* DIRECTIONS *
Please say how many lines of the listing hold "Мира", with no other words in the answer.

* GIVEN DATA *
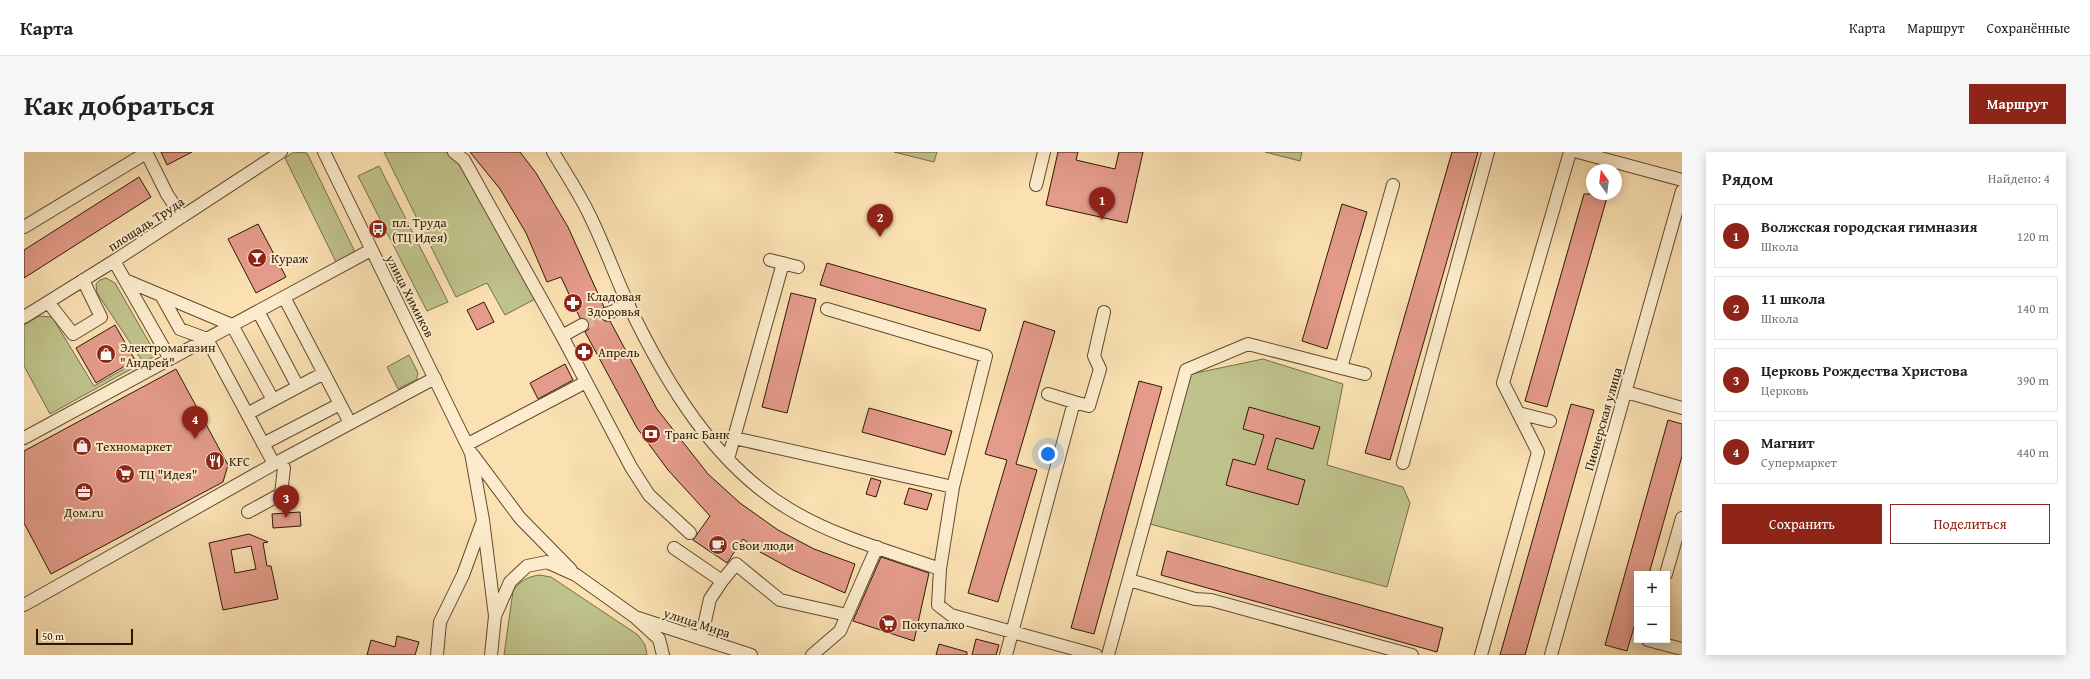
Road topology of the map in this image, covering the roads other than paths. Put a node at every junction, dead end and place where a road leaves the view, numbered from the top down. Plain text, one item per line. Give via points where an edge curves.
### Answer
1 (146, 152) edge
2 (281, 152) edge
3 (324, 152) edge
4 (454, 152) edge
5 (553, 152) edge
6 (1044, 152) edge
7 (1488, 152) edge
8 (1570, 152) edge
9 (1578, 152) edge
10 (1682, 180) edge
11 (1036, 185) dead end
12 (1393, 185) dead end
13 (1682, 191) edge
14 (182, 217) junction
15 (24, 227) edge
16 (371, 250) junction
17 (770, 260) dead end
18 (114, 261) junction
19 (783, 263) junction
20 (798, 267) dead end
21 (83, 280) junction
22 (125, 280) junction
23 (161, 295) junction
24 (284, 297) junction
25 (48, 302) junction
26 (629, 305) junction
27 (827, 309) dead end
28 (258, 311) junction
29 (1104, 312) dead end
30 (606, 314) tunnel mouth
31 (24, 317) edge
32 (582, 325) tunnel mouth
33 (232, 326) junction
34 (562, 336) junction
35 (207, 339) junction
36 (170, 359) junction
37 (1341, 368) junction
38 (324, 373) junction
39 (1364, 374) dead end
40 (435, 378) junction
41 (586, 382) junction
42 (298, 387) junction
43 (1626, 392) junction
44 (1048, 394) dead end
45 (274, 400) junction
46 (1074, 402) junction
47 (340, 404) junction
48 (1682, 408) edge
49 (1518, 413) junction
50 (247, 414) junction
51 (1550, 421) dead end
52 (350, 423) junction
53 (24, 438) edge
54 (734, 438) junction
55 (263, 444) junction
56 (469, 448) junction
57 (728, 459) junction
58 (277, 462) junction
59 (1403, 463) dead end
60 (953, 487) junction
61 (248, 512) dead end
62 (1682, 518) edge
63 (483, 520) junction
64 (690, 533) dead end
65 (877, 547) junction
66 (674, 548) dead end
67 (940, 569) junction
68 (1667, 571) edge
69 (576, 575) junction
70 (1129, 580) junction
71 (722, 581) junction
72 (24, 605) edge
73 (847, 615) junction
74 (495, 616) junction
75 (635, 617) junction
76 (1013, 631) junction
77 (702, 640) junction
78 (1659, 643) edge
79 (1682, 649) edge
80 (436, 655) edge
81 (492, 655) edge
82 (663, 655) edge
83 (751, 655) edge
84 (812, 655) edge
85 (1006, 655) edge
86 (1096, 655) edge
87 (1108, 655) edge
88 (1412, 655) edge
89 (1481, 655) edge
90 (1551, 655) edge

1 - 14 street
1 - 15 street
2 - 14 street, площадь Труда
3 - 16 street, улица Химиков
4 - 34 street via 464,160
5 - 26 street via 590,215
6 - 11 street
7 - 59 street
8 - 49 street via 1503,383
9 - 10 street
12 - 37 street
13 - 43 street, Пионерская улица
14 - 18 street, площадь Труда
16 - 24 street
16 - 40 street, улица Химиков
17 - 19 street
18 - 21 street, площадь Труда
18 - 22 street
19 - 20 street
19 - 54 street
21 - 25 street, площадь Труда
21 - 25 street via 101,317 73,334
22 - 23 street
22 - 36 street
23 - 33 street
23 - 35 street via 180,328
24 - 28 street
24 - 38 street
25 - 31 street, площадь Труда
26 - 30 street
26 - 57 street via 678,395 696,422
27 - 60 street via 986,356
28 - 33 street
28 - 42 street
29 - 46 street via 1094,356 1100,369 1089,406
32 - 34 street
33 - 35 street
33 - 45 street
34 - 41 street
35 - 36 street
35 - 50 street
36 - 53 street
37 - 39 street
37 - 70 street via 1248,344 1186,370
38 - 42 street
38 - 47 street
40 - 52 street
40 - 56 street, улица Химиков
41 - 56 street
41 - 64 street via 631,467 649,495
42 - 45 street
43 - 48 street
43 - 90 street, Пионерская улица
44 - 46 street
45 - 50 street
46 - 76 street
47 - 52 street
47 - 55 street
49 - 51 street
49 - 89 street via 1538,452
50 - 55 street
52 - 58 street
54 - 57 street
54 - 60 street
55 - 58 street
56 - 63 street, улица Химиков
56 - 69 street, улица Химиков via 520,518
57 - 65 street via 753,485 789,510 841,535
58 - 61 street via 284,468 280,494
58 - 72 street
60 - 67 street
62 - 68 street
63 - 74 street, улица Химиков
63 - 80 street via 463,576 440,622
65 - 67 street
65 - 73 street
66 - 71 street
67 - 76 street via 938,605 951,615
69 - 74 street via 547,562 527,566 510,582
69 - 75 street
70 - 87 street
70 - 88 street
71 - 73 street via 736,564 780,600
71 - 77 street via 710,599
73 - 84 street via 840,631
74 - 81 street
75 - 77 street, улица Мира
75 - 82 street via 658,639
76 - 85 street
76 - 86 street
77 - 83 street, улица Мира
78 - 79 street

* SOLUTION TO THE PROBLEM *
2